Harvest · August 2025 · 5 min read
Proper combine settings can make the difference between acceptable harvest losses and leaving bushels in the field. Taking time to adjust header, rotor, and cleaning settings for current field conditions maximizes the grain you bring home.
Set corn head gathering chains and snapping rolls to pull stalks aggressively without shelling ears before they reach the feeder house. Start rotor speed at the manufacturer recommendation for corn, typically 350–500 RPM for axial-flow combines, and adjust based on sample quality. Concave clearance should be wide enough to avoid excessive cracking but tight enough to thresh cleanly — begin wide and close gradually.

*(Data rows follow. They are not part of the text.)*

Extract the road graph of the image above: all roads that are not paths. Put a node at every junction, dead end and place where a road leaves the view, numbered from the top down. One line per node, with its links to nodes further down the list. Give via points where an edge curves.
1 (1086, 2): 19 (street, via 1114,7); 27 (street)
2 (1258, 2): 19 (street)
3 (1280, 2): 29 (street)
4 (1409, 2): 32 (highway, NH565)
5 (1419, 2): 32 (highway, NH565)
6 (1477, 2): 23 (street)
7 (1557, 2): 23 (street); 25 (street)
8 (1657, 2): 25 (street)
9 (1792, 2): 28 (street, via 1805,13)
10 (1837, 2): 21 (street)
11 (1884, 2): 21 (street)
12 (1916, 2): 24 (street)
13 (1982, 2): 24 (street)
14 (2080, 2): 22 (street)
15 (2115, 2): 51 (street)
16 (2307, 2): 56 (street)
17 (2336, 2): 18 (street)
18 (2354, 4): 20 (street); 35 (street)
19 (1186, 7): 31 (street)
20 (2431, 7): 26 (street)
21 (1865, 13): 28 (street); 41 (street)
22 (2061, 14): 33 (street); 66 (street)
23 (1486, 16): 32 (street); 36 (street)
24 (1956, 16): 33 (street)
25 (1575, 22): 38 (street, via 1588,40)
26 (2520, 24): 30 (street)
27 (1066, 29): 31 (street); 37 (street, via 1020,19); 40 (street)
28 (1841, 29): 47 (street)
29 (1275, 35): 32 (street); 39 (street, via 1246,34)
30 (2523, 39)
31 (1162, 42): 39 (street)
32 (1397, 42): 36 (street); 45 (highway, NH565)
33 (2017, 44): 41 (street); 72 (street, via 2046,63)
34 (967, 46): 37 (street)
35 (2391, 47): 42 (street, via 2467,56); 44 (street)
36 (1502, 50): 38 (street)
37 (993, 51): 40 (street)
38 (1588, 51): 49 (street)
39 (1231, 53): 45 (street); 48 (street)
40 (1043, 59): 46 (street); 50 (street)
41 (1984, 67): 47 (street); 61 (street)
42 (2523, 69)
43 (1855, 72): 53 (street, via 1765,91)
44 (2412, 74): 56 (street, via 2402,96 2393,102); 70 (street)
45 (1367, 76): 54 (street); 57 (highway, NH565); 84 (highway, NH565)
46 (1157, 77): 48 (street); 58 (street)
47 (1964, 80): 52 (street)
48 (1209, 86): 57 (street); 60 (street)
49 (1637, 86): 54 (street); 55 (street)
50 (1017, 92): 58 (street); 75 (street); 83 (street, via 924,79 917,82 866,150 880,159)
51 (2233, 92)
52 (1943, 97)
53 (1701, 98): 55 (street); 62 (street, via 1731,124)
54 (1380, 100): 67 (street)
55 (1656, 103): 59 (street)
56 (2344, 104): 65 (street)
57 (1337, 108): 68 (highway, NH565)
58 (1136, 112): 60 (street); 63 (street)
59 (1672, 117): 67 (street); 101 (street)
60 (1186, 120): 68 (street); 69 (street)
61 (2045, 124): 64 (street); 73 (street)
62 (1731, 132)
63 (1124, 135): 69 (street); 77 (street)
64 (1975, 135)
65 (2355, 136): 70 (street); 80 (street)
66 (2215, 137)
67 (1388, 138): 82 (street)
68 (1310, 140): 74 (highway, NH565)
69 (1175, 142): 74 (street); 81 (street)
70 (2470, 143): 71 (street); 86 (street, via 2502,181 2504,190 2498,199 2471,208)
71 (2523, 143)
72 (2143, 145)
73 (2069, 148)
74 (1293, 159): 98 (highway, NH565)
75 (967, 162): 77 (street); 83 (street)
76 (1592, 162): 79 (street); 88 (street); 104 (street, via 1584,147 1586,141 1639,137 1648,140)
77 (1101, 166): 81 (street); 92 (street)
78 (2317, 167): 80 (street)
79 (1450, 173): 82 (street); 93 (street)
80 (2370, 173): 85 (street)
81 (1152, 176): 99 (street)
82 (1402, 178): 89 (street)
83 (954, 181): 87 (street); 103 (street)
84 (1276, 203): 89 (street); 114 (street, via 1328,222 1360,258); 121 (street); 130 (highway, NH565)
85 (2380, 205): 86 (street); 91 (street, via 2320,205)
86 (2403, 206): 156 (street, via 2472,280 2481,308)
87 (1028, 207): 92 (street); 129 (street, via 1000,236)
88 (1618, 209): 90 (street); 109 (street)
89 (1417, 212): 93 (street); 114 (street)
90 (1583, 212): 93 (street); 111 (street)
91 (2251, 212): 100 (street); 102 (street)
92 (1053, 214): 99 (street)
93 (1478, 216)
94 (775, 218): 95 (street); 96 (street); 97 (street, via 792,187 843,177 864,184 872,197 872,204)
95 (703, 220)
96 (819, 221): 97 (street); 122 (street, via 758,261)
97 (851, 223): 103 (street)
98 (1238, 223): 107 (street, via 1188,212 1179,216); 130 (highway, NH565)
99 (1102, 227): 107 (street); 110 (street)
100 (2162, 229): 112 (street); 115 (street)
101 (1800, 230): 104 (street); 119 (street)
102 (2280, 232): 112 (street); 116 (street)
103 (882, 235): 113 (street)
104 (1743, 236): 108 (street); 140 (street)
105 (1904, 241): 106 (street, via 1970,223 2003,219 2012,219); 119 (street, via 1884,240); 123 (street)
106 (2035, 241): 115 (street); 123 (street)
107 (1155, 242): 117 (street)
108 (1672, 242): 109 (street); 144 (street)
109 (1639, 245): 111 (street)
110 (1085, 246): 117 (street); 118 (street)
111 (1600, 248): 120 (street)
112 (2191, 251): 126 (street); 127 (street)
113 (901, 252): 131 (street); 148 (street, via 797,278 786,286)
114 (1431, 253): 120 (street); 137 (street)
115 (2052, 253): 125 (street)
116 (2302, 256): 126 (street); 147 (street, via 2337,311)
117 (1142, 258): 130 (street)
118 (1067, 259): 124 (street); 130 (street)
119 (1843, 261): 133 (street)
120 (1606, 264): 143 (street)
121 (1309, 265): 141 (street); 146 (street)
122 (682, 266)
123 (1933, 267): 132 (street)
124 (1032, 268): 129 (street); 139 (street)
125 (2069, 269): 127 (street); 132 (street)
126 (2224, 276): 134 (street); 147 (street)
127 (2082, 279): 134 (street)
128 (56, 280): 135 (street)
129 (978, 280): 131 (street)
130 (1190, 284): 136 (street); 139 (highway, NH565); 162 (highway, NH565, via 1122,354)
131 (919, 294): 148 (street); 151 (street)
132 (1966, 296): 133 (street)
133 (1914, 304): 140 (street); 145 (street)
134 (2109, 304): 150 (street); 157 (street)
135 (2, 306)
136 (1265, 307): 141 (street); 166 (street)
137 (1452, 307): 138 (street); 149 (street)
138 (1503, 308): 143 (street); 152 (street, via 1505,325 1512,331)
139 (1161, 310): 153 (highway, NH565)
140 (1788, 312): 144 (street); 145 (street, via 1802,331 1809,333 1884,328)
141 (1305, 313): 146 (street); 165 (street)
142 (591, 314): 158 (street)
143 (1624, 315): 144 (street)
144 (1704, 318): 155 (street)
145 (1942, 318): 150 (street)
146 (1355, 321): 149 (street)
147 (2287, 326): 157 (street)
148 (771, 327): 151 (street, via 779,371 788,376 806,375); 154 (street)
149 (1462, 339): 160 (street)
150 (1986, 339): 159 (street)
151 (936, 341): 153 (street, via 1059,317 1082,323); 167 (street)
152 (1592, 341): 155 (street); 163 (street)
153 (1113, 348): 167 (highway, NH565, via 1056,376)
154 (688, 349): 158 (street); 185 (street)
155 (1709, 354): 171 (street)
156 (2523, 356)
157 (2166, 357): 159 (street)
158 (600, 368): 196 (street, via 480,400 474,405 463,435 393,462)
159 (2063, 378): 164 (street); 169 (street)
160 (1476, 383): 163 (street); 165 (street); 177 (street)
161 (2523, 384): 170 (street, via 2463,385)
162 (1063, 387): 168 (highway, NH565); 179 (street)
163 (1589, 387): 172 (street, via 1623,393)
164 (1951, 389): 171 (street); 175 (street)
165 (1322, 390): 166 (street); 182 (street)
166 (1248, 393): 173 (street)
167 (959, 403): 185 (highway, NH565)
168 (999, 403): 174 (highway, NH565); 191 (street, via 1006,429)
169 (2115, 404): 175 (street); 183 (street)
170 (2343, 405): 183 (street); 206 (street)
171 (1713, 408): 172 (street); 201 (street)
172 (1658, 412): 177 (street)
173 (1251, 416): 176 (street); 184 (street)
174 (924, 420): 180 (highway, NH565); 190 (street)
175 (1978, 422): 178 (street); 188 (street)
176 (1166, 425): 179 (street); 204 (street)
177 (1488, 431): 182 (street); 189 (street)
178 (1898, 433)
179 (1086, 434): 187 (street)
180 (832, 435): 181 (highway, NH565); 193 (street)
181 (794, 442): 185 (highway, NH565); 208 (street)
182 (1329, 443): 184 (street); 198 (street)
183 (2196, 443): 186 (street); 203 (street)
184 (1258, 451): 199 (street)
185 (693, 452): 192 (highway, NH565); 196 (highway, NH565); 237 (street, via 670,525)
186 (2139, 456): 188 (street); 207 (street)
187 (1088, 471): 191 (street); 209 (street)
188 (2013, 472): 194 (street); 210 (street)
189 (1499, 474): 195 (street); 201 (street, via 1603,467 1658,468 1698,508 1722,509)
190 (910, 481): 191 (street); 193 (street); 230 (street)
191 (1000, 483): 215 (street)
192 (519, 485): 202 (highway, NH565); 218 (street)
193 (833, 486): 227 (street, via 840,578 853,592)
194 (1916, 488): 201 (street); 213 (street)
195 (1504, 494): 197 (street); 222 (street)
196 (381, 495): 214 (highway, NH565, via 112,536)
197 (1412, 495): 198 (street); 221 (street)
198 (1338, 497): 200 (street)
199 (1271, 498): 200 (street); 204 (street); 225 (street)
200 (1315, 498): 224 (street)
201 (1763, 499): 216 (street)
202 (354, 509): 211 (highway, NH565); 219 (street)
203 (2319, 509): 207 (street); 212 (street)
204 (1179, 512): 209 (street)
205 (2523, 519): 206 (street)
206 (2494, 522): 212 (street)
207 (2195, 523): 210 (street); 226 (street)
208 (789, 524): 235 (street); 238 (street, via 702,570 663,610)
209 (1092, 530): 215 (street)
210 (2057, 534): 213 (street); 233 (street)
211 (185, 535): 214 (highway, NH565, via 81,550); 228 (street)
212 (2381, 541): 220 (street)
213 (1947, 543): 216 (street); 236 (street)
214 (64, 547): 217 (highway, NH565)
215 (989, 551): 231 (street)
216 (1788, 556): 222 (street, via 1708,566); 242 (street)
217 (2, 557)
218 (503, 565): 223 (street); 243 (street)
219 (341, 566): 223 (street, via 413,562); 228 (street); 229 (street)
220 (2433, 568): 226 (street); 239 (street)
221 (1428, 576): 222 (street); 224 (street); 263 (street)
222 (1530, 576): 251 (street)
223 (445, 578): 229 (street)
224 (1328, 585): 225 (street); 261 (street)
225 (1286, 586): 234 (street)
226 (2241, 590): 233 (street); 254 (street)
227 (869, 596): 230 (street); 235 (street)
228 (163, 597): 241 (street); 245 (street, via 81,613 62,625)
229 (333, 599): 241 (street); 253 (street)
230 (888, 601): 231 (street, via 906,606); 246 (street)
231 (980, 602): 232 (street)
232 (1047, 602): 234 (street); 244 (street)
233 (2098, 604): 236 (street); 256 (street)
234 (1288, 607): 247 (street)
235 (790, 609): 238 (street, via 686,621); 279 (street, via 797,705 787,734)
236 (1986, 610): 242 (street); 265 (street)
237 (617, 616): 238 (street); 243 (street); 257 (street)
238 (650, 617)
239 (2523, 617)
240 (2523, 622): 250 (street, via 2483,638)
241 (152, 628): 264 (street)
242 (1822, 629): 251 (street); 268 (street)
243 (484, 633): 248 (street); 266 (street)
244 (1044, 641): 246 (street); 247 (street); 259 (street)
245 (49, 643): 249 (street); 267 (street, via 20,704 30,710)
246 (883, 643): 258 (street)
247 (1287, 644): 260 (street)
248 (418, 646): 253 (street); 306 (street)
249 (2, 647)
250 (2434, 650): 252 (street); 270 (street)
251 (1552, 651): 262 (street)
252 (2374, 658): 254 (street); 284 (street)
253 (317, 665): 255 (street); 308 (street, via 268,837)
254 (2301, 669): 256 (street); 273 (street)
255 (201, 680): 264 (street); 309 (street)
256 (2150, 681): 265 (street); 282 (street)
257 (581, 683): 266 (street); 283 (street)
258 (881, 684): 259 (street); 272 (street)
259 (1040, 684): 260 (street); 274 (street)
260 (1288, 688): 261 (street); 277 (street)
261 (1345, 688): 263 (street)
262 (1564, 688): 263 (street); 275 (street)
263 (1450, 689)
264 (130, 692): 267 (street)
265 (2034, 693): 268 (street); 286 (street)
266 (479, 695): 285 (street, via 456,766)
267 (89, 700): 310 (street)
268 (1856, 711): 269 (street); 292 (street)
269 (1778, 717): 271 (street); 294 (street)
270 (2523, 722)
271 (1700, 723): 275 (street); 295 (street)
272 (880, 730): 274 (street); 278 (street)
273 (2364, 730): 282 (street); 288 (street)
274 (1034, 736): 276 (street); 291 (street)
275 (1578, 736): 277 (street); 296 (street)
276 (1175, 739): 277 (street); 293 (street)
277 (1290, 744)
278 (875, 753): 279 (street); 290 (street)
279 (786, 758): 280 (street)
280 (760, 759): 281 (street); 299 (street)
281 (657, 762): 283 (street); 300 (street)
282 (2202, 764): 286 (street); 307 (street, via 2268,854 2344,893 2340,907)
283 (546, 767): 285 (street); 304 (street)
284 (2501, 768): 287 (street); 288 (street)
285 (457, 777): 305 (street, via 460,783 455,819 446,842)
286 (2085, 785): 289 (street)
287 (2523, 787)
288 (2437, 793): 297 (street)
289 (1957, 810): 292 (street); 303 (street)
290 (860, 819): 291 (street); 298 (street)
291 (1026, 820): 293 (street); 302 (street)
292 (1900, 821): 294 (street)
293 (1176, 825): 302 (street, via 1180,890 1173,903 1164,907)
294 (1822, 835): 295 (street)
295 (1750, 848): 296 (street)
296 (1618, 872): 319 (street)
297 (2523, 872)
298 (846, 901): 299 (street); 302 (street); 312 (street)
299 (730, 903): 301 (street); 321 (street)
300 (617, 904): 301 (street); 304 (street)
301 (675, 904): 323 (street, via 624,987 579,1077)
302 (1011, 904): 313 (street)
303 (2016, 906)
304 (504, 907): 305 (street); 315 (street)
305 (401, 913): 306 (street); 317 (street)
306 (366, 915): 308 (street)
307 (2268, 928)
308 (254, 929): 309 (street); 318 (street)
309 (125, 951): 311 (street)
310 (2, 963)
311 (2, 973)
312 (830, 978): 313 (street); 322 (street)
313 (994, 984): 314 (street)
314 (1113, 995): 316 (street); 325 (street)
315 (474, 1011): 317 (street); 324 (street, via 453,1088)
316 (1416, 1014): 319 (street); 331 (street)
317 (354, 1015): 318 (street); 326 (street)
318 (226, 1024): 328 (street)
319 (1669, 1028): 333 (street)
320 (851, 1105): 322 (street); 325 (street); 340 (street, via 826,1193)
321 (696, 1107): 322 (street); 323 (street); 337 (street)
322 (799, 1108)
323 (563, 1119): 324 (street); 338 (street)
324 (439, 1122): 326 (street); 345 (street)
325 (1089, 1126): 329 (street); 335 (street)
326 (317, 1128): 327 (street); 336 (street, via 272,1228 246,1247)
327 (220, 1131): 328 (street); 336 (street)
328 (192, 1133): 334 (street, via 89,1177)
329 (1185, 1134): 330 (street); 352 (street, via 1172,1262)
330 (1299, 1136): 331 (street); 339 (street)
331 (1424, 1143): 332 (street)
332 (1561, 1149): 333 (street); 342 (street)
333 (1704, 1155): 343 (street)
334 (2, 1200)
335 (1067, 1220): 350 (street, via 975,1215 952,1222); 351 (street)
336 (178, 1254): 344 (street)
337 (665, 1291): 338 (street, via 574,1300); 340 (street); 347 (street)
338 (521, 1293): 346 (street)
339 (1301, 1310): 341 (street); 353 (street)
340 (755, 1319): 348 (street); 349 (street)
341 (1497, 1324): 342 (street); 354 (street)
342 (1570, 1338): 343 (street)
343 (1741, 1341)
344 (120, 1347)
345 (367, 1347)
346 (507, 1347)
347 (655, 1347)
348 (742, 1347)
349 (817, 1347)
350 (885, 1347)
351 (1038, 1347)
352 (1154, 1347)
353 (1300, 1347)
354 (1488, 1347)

The chaffer and sieve work together to separate clean grain from cobs and husks. Open the chaffer first to handle the high volume of corn material, then adjust the sieve to control how much fine material reaches the clean grain tank. Fan speed should be high enough to blow out light trash without sending whole kernels out the back — increase gradually until you see kernels in the tailings return.
Check harvest losses by counting loose kernels on the ground behind the combine in a 10-square-foot area. Two kernels per square foot equals approximately one bushel per acre of loss. Walk behind the header to separate pre-harvest and header losses from threshing and cleaning losses, then adjust the specific system causing the greatest loss first.